Clayton Hilley acquitted himself with full honors in the role of Sam, Susannah’s brother. He has a gorgeous tenor voice that was used to full effect. He also was successful in accomplishing the difficult task of portraying a character who is drunk most of the time he is on stage without turning into a caricature. The surprise of the evening was Omar Najmi portraying Little Bat McLean. Only a first year Master’s student at B.U., he gave a very strong, secure vocal performance while at the same time, from an acting standpoint, effectively communicating that Little Bat is mentally challenged.
The Boston University Chamber Orchestra was conducted by William Lumpkin. With thirty-seven members, I don’t know why it is called a “chamber orchestra.” The first performance indicated that the orchestra needed one more rehearsal. The orchestra was in secure form for the second night.
Sharon Daniels, who is Director of Opera Programs and the Opera Institute at Boston University, directed the production. A former soprano who sang the role of Susannah several times including twice with the composer as stage director, she was the one responsible for bringing Floyd and Curtin to B.U. for this production. Under Daniels’ direction, every singer, singing not only in English but in dialect, could be clearly heard and largely understood while on stage. The chorus was not a chorus but a group of townspeople, each not only having its own character but re-acting as to what is going on on stage. Daniels has long had that great ability to portray individuals on stage as real people in natural situations and not as actors or singers performing before the public. Daniels is both a major and unique talent who should be directing in much larger opera venues.

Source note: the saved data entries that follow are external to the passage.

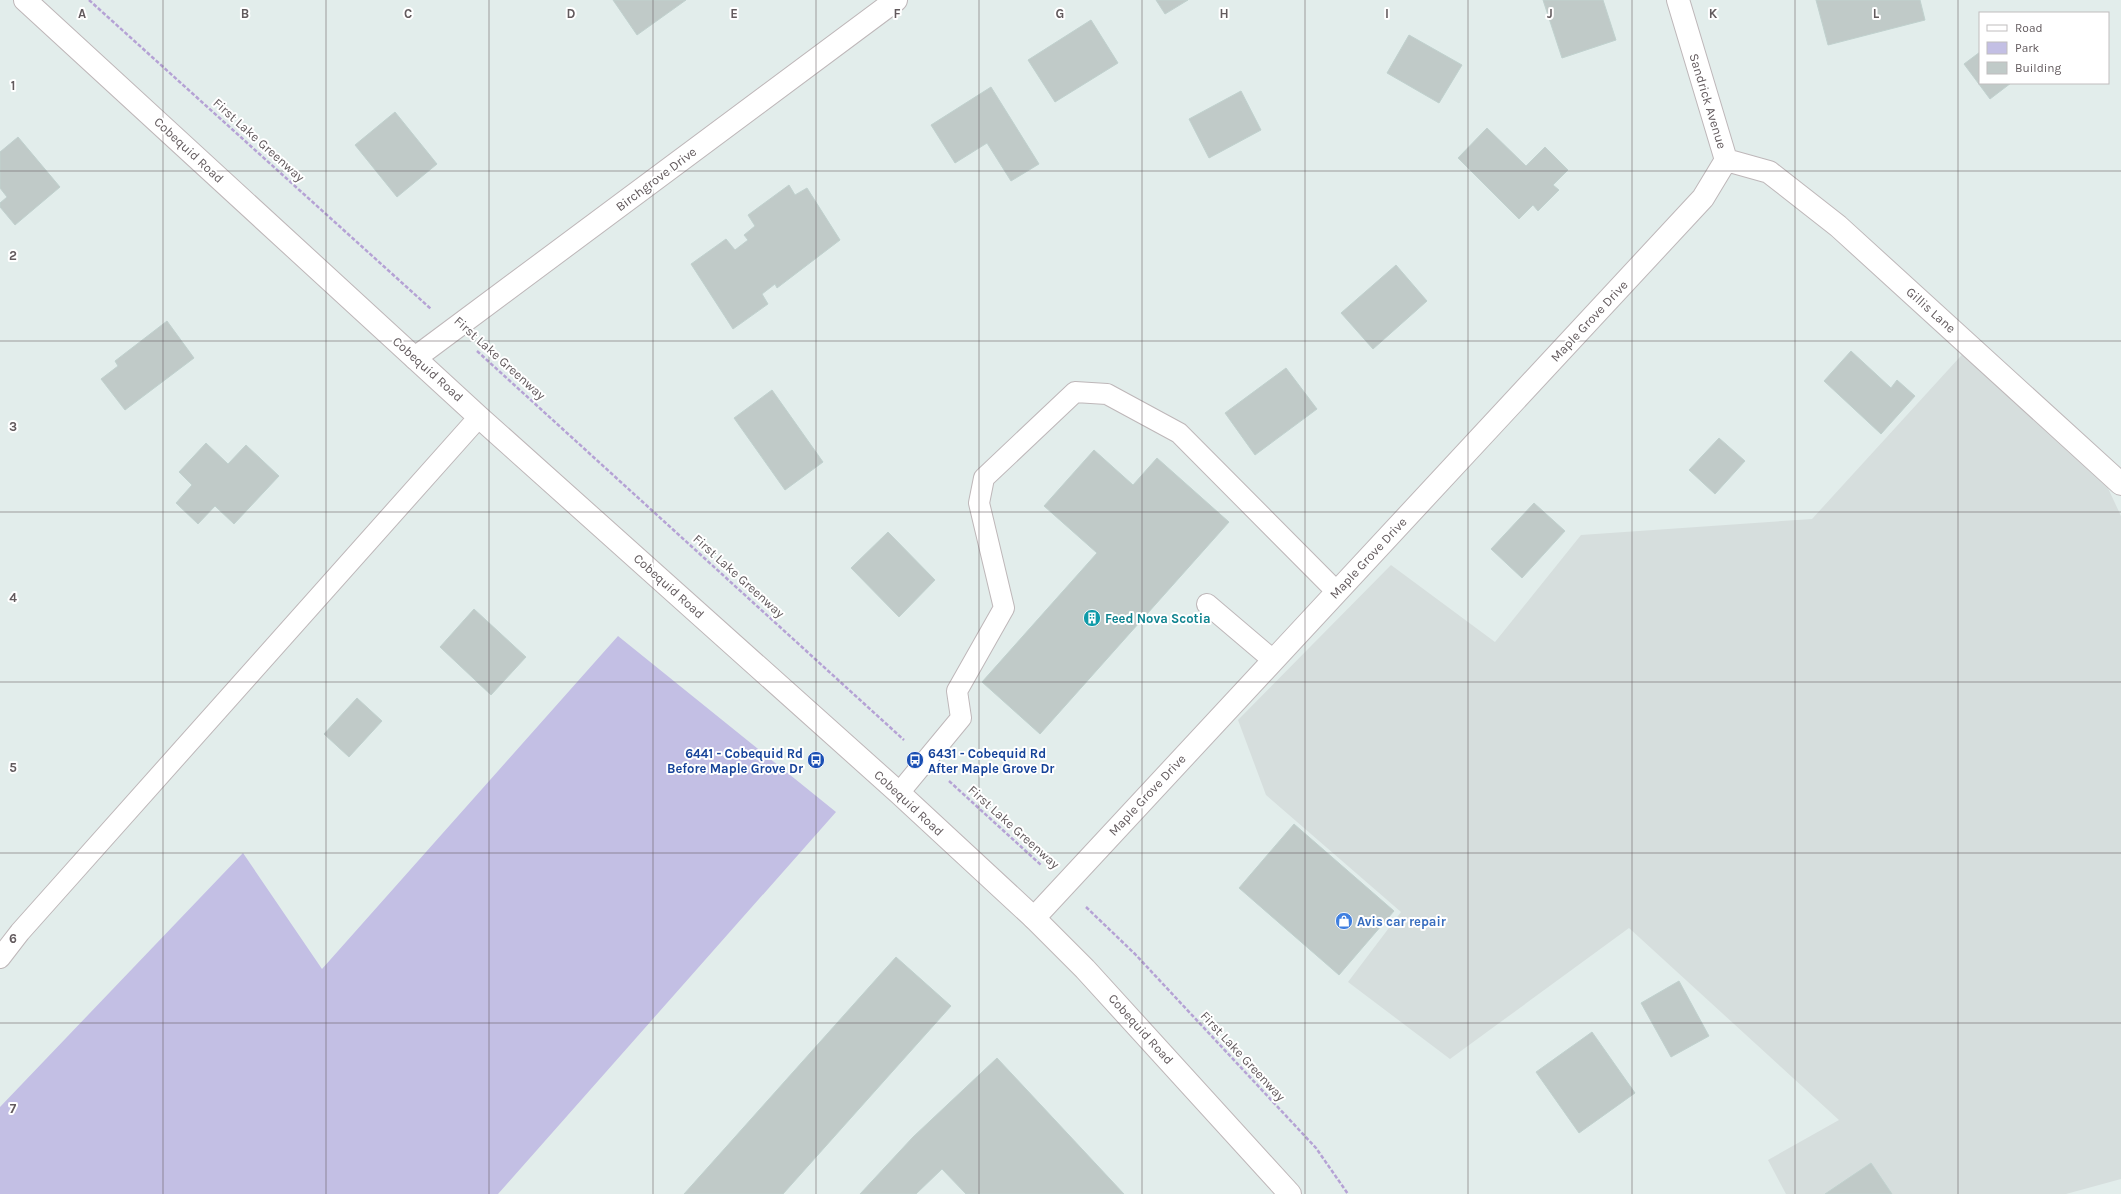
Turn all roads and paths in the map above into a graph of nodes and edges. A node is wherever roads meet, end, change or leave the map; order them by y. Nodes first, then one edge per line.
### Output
1 (25, 0) edge
2 (89, 0) edge
3 (896, 0) edge
4 (1678, 0) edge
5 (1726, 160) junction
6 (1703, 198) joint
7 (454, 329) junction
8 (415, 358) junction
9 (479, 417) junction
10 (2121, 484) edge
11 (1337, 592) junction
12 (1207, 604) dead end
13 (1273, 660) junction
14 (905, 741) dead end
15 (946, 778) dead end
16 (899, 793) junction
17 (1064, 885) junction
18 (1034, 918) junction
19 (0, 958) edge
20 (1290, 1194) edge
21 (1348, 1194) edge

1 - 8 street, Cobequid Road
2 - 7 path, First Lake Greenway
3 - 7 street, Birchgrove Drive
4 - 5 street, Sandrick Avenue
5 - 6 street, Sandrick Avenue
5 - 10 street, Gillis Lane
6 - 11 street, Maple Grove Drive
7 - 8 street, Birchgrove Drive
7 - 14 path, First Lake Greenway
8 - 9 street, Cobequid Road
9 - 16 street, Cobequid Road
9 - 19 lane
11 - 13 street, Maple Grove Drive
11 - 16 lane
12 - 13 lane
13 - 17 street, Maple Grove Drive
15 - 17 path, First Lake Greenway
16 - 18 street, Cobequid Road
17 - 18 street, Maple Grove Drive
17 - 21 path, First Lake Greenway
18 - 20 street, Cobequid Road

Credit must also be given to the student production team for the success of the performances. Many of today’s scenic designers meet Susannah’s challenge of ten scenes in two acts by giving audiences near empty stages decorated with a few pieces of ribbon and twigs. Scenic designer John Traub instead directly confronted the challenge, creating a natural, woodland glen framing individual sets for each scene while at the same time allowing for the rapid scene changes that today’s audiences, condition by television and film, now demand. He was matched in talent by Costume Designer Elizabeth McLinn and Lighting Designer Mary Ellen Stebbins, the latter providing nuanced lighting that subtly directed the audience’s attention to what was going on on stage without the audience realizing that it was being led.
With the advent of Peter Gelb at the Metropolitan Opera and the series of productions that are being “updated” in New York and elsewhere to great controversy, there has been an increase in discussion as to whether opera or realistic productions of opera has any future in America. If other academic opera centers are performing at or near the level exhibited by Boston University in this endeavor, then opera and realistic opera productions both have a strong future in America.
One last comment. God must have a special love for retired sopranos. Although Phyllis Curtin has now passed four score and eight years, she remains a very beautiful woman.